• **Work item**:
Given the records below, the lines starting at the line with "pinky dip: (433, 153)" and ending at the line with "middle mcp: (468, 438)" should be output exactly, both end lines kept and pictures left out.

######

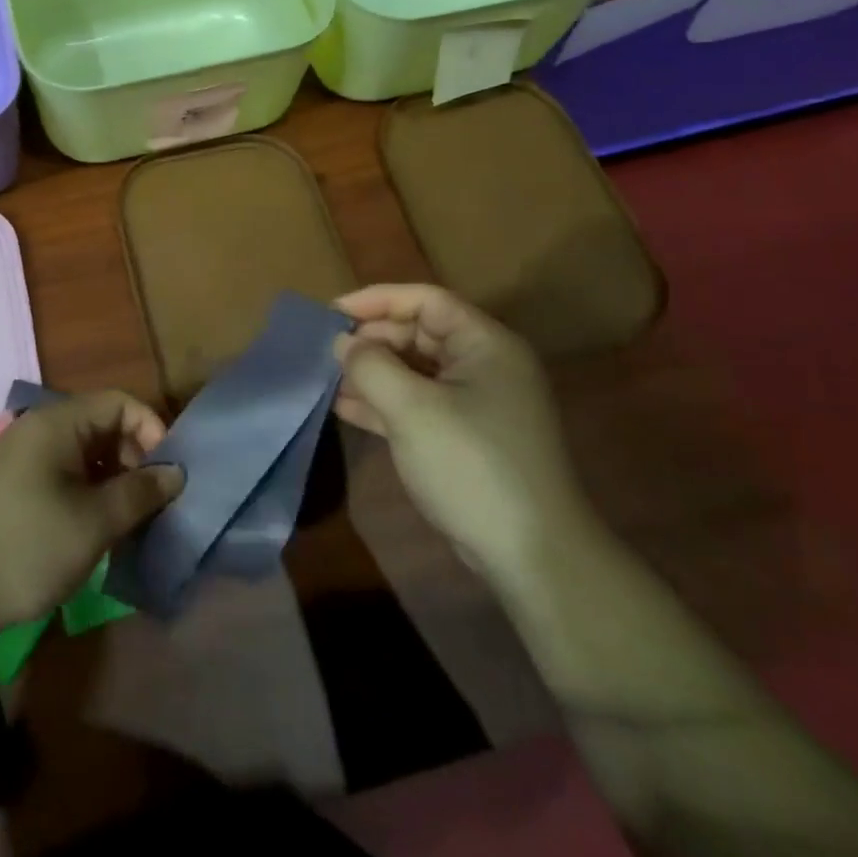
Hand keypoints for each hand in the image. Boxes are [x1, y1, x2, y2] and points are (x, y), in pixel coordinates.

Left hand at [0, 389, 183, 643]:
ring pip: (84, 450)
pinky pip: (63, 470)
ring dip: (112, 477)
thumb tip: (176, 473)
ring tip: (129, 518)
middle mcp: (38, 428)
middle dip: (134, 457)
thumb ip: (139, 493)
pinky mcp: (13, 483)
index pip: (119, 403)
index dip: (152, 431)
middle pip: (102, 424)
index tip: (170, 474)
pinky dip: (88, 489)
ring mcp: (22, 455)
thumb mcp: (94, 523)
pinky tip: (97, 525)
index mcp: (56, 423)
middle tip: (151, 502)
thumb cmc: (27, 548)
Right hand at [334, 283, 594, 587]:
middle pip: (418, 333)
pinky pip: (418, 404)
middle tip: (326, 352)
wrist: (532, 556)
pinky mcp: (466, 437)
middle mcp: (484, 365)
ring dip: (372, 372)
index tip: (331, 314)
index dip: (376, 300)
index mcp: (485, 344)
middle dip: (371, 340)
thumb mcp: (411, 408)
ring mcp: (477, 404)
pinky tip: (345, 408)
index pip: (425, 300)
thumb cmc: (471, 464)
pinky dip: (383, 403)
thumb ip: (370, 366)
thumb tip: (343, 343)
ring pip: (414, 371)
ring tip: (327, 379)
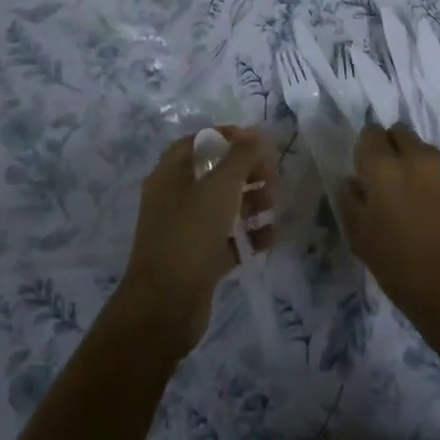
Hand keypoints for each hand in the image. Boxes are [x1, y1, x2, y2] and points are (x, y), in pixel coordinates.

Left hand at [116, 127, 276, 354]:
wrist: (165, 306)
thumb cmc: (190, 234)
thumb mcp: (220, 187)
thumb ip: (241, 156)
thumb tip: (256, 132)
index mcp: (170, 174)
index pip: (199, 142)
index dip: (228, 137)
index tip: (258, 142)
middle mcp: (174, 198)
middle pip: (214, 173)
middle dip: (246, 171)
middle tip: (273, 177)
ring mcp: (185, 230)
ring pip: (223, 206)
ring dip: (251, 201)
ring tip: (274, 204)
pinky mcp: (198, 260)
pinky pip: (227, 239)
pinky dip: (249, 235)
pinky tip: (271, 236)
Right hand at [337, 123, 439, 361]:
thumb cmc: (400, 268)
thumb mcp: (359, 237)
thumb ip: (350, 200)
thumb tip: (354, 181)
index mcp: (384, 168)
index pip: (370, 133)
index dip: (366, 150)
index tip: (367, 172)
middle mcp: (417, 158)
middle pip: (400, 132)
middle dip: (392, 149)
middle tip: (392, 182)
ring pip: (426, 151)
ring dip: (418, 165)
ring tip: (420, 200)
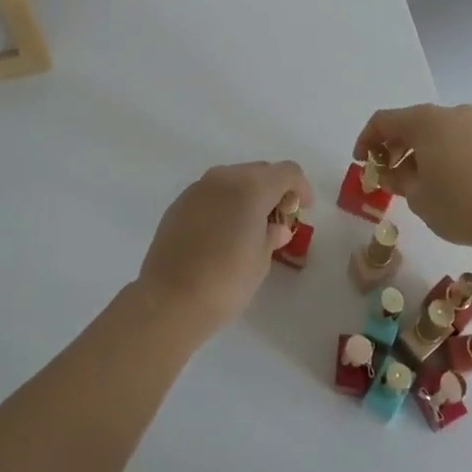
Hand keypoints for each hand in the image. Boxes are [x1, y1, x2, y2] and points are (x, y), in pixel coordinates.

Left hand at [135, 160, 310, 335]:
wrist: (169, 300)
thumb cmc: (226, 282)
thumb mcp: (261, 261)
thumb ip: (272, 235)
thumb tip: (277, 227)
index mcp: (251, 187)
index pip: (287, 172)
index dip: (301, 187)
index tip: (303, 209)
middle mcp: (224, 178)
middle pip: (260, 171)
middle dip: (274, 190)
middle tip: (279, 220)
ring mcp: (198, 188)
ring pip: (233, 179)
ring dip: (248, 195)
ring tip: (250, 227)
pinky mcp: (179, 203)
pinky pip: (211, 193)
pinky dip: (224, 204)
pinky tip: (222, 233)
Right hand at [353, 103, 471, 251]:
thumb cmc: (458, 204)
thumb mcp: (416, 196)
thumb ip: (396, 179)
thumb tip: (391, 173)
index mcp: (423, 120)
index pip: (382, 121)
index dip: (365, 140)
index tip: (360, 163)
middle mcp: (446, 114)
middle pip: (407, 123)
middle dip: (390, 146)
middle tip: (382, 173)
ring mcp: (469, 124)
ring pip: (429, 131)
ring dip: (412, 151)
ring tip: (406, 181)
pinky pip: (448, 138)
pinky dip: (433, 153)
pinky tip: (432, 179)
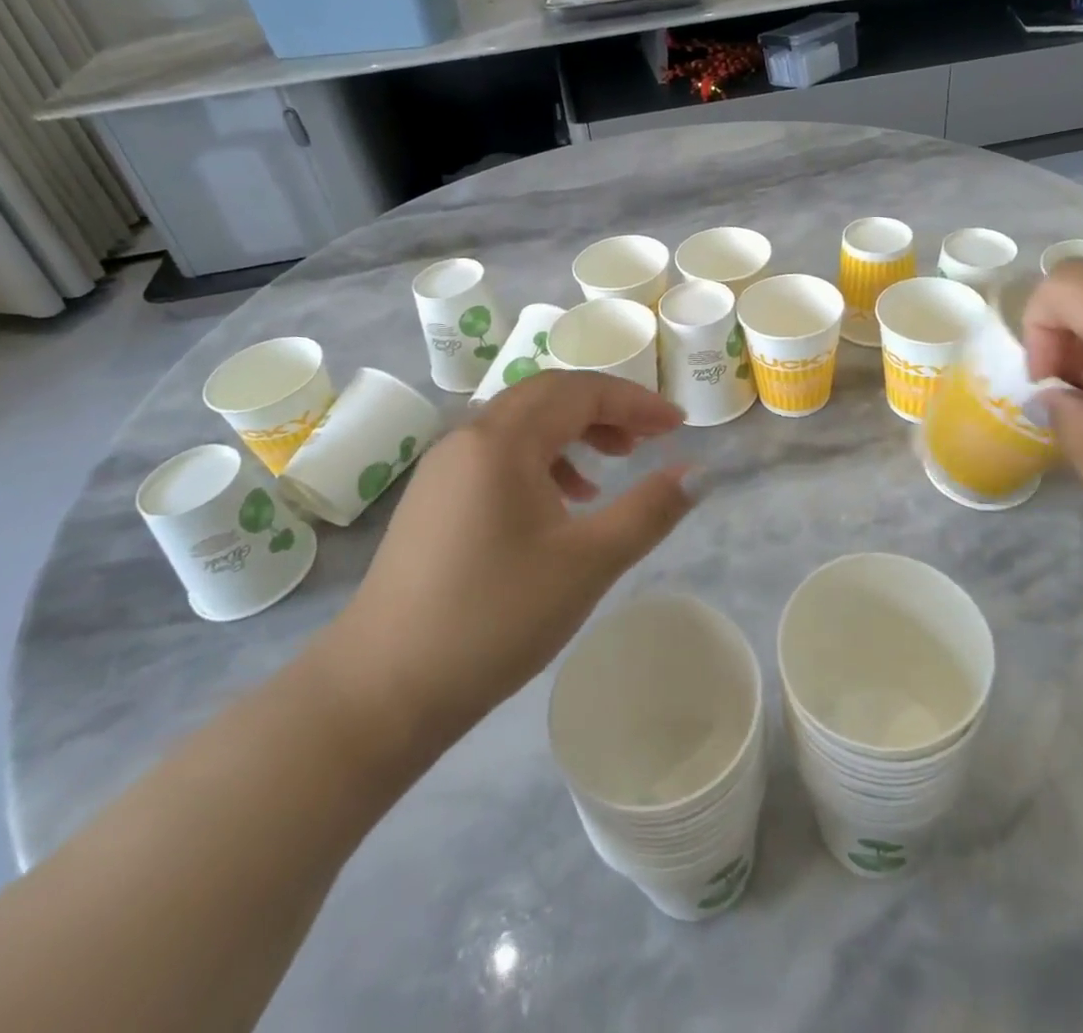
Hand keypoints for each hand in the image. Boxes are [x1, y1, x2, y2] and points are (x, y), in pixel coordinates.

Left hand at [314, 371, 693, 767]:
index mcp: (502, 440)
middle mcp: (468, 438)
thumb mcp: (588, 563)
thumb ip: (649, 510)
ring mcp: (444, 468)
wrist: (381, 691)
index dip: (636, 402)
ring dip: (573, 432)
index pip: (581, 392)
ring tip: (611, 469)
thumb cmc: (494, 618)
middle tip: (649, 439)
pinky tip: (562, 504)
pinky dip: (542, 461)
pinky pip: (499, 455)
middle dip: (606, 410)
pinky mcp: (434, 499)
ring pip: (522, 425)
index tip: (679, 427)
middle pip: (548, 396)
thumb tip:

######

• **Task solution**:
pinky dip: (433, 153)
pinky tip: (432, 179)
Hand keypoints for each hand in the image. Boxes are [x1, y1, x2, y2] and points are (x, y), in pixel coordinates.

Left hand at [314, 371, 693, 767]:
index mcp: (502, 440)
middle mcp: (468, 438)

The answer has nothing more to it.